• Problem requirements:
In the entries below, filter for the word "list" and copy every matching line.

• Information given:
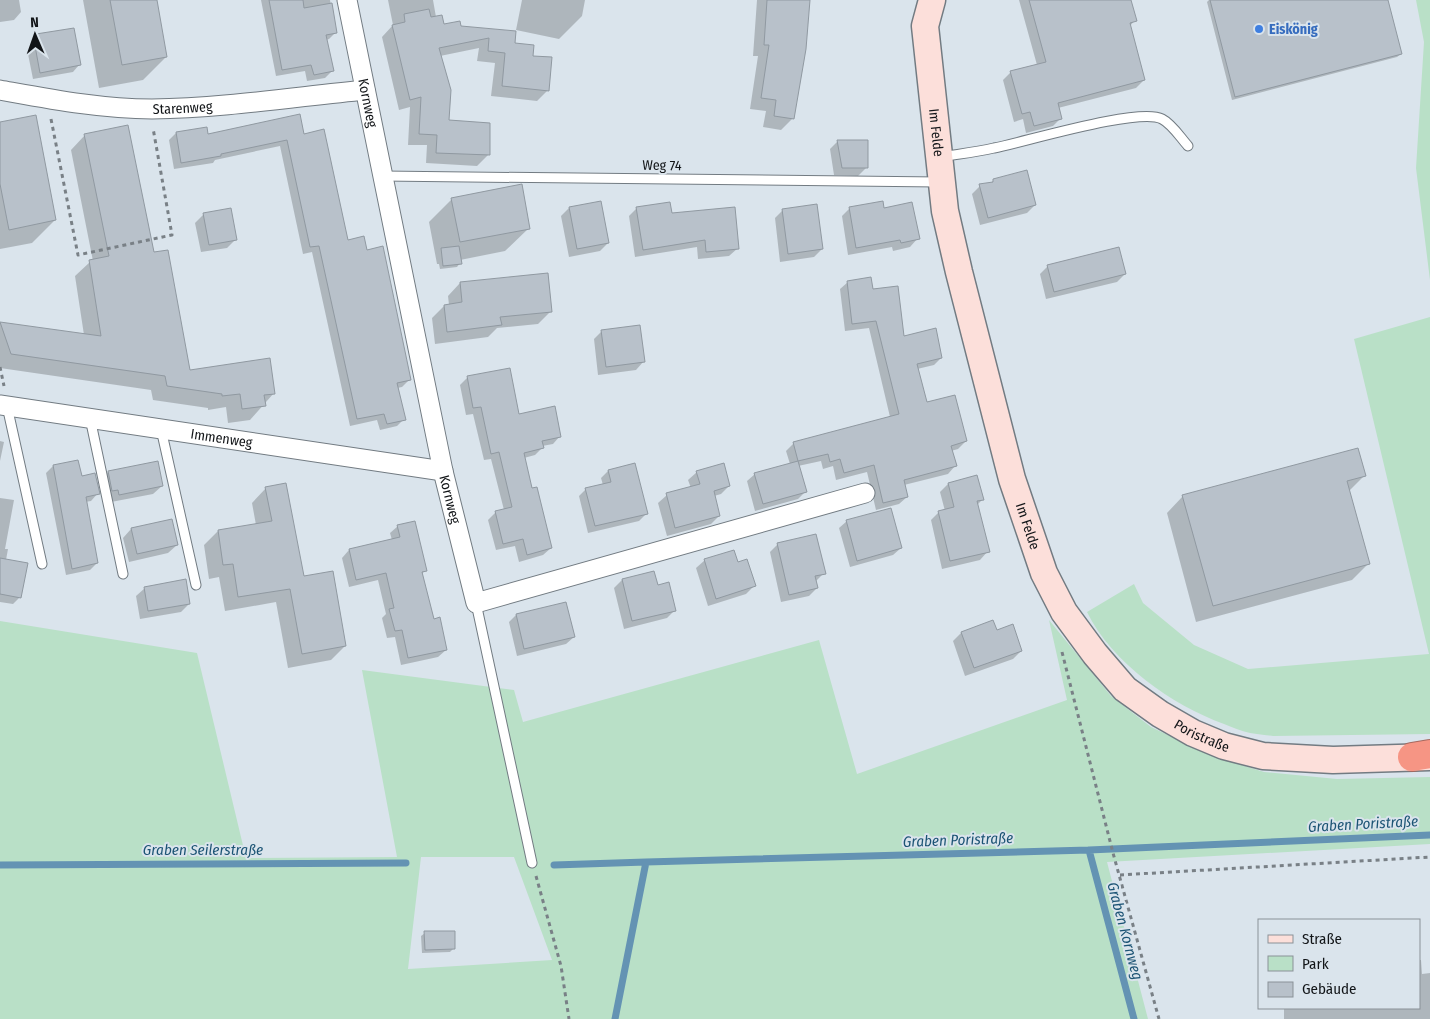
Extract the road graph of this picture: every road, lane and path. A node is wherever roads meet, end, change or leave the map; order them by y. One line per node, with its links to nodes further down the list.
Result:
1 (347, 0): 6 (street, Kornweg)
2 (912, 0): 4 (main road, Im Felde)
3 (932, 0): 4 (main road, Im Felde)
4 (925, 26): 10 (main road, Im Felde)
5 (0, 90): 7 (street, Starenweg)
6 (365, 90): 8 (street, Starenweg); 11 (street, Kornweg)
7 (46, 98): 8 (street, Starenweg); 8 (path)
8 (150, 109)
9 (1188, 146): 10 (lane, Weg 74)
10 (940, 170): 11 (lane, Weg 74); 19 (main road, Im Felde)
11 (382, 176): 15 (street, Kornweg)
12 (4, 405): 13 (street, Immenweg); 17 (lane)
13 (90, 418): 14 (street, Immenweg); 18 (lane)
14 (161, 428): 15 (street, Immenweg); 20 (lane)
15 (443, 471): 21 (street, Kornweg)
16 (865, 493): 21 (street)
17 (42, 564)
18 (123, 574)
19 (1044, 574): 23 (main road, Poristraße)
20 (196, 585)
21 (476, 603): 25 (lane)
22 (1062, 651): 26 (path)
23 (1424, 756)
24 (1430, 857): 26 (path)
25 (532, 863): 27 (path)
26 (1120, 874): 28 (path)
27 (569, 1019)
28 (1160, 1019)

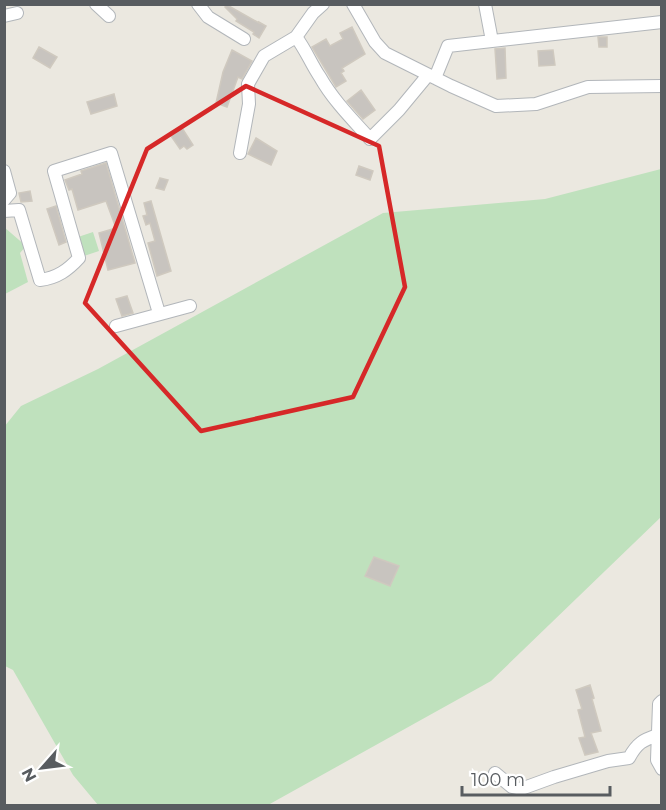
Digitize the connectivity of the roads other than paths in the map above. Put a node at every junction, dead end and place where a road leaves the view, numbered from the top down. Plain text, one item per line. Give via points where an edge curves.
1 (96, 4) edge
2 (198, 4) edge
3 (323, 4) edge
4 (353, 4) edge
5 (485, 4) edge
6 (17, 13) dead end
7 (4, 16) edge
8 (109, 16) dead end
9 (662, 22) edge
10 (296, 37) junction
11 (244, 39) dead end
12 (492, 41) junction
13 (432, 77) junction
14 (662, 86) edge
15 (240, 153) dead end
16 (4, 171) edge
17 (4, 200) edge
18 (4, 211) edge
19 (190, 306) dead end
20 (159, 313) junction
21 (116, 326) dead end
22 (662, 701) edge
23 (658, 735) junction
24 (662, 769) edge
25 (495, 773) dead end

1 - 8 street
2 - 11 street via 208,17
3 - 10 street
4 - 13 street via 385,53
5 - 12 street
6 - 7 street
9 - 12 street
10 - 13 street via 341,107 370,139
10 - 15 street via 264,56 248,84 249,104
12 - 13 street via 448,46
13 - 14 street via 496,106 536,104 588,87
16 - 17 street via 10,193
18 - 20 street via 19,210 40,280 68,270 79,258 54,171 111,153
19 - 20 street
20 - 21 street
22 - 23 street
23 - 24 street via 657,760
23 - 25 street via 642,740 629,758 521,789 512,787

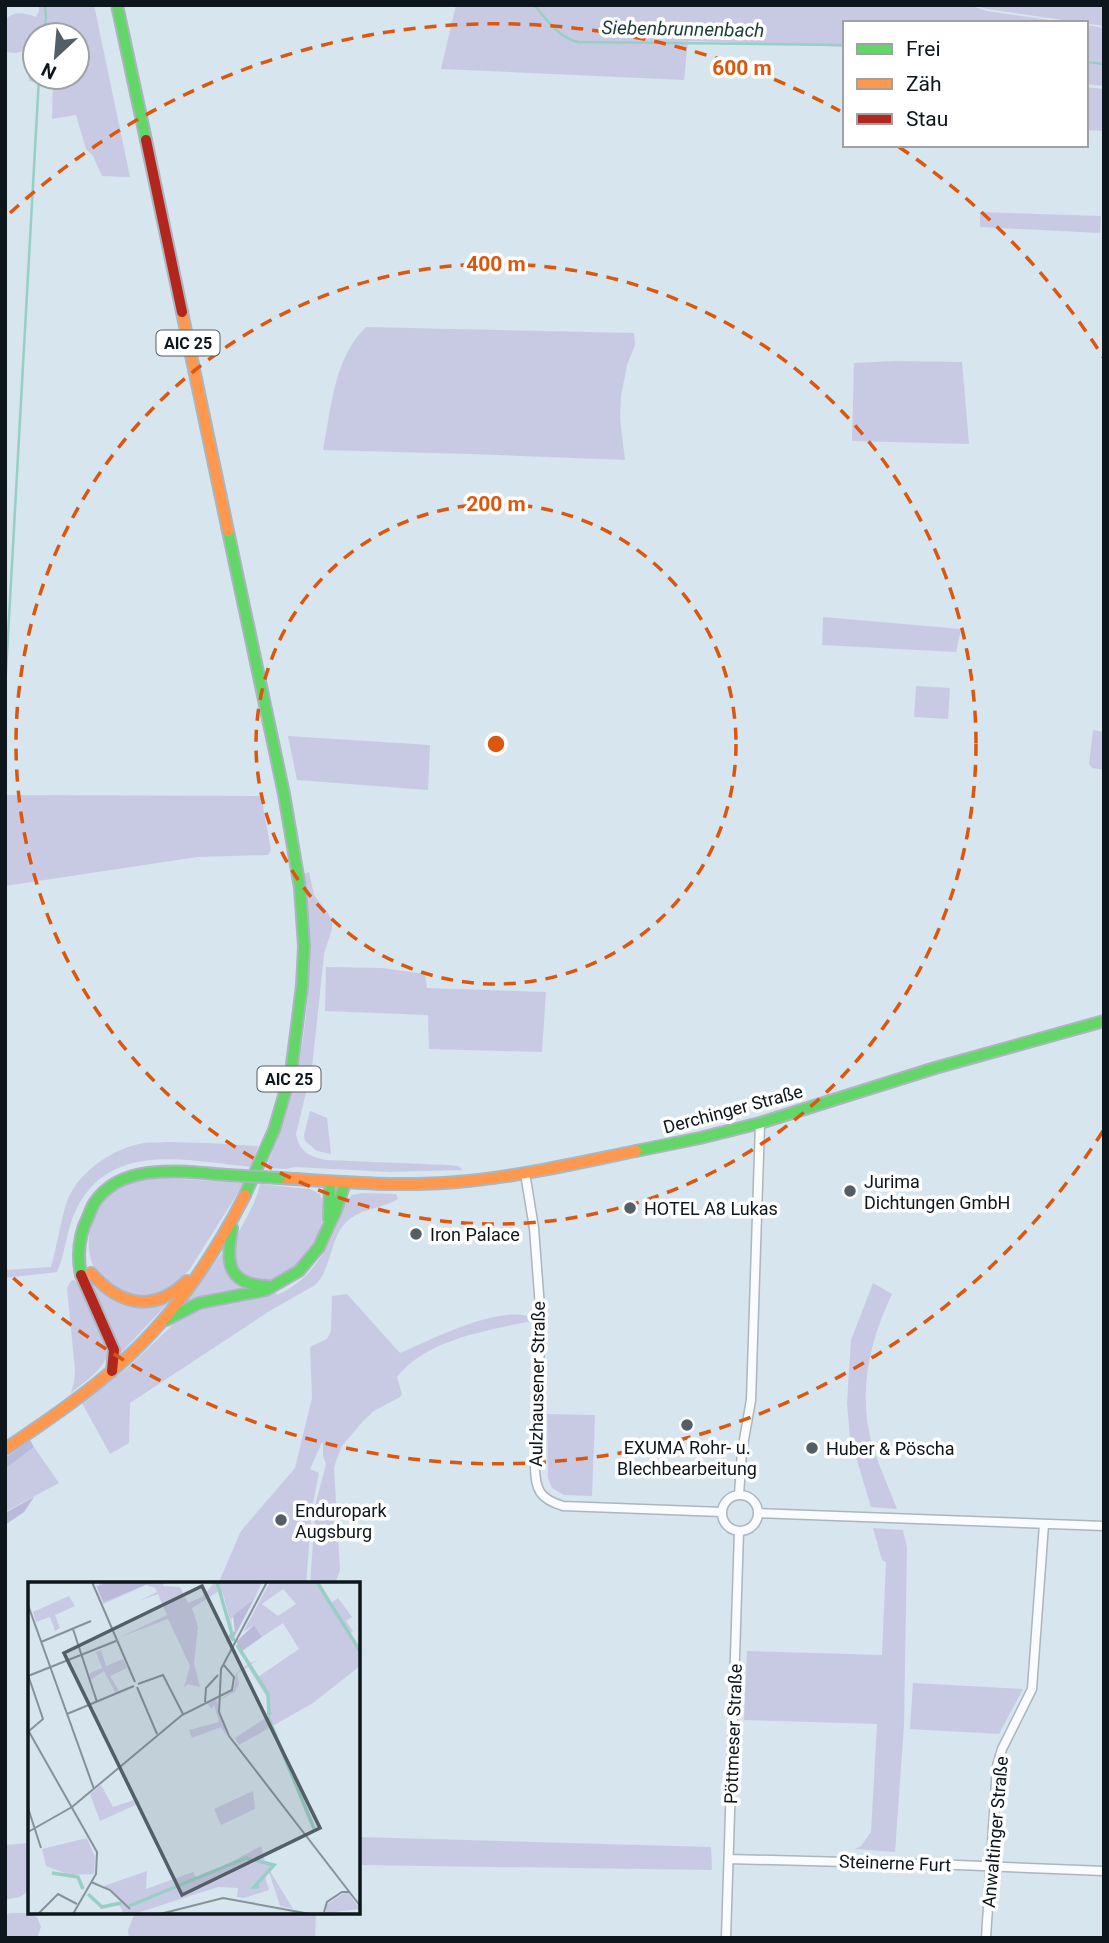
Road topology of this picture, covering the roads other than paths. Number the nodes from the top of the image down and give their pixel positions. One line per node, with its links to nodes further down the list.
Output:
1 (117, 5): 7 (main road, AIC 25)
2 (1104, 1021): 3 (main road, Derchinger Straße)
3 (760, 1122): 4 (main road, Derchinger Straße); 15 (street)
4 (525, 1173): 6 (main road, Derchinger Straße); 16 (street, Aulzhausener Straße)
5 (330, 1182): 6 (main road, Derchinger Straße); 8 (main road); 10 (main road, Derchinger Straße, bridge)
6 (345, 1183): 8 (main road)
7 (233, 1222): 9 (main road, AIC 25); 11 (main road)
8 (328, 1226): 11 (main road)
9 (199, 1272): 10 (main road); 12 (main road, AIC 25)
10 (86, 1274): 13 (main road)
11 (274, 1286): 12 (main road)
12 (163, 1321): 13 (main road, AIC 25)
13 (112, 1371): 14 (main road, AIC 25)
14 (5, 1449)
15 (739, 1495): 16 (street); 17 (street)
16 (722, 1512): 20 (street)
17 (758, 1513): 18 (street); 20 (street)
18 (1044, 1524): 19 (street); 22 (street, Anwaltinger Straße)
19 (1104, 1526)
20 (739, 1531): 21 (street, Pöttmeser Straße)
21 (729, 1859): 22 (street, Steinerne Furt); 24 (street, Pöttmeser Straße)
22 (990, 1867): 23 (street, Steinerne Furt); 25 (street, Anwaltinger Straße)
23 (1104, 1871)
24 (726, 1938)
25 (986, 1938)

• Exercise answer:
Extract the road graph of this picture: every road, lane and path. A node is wherever roads meet, end, change or leave the map; order them by y. One line per node, with its links to nodes further down the list.
Road topology of this picture, covering the roads other than paths. Number the nodes from the top of the image down and give their pixel positions. One line per node, with its links to nodes further down the list.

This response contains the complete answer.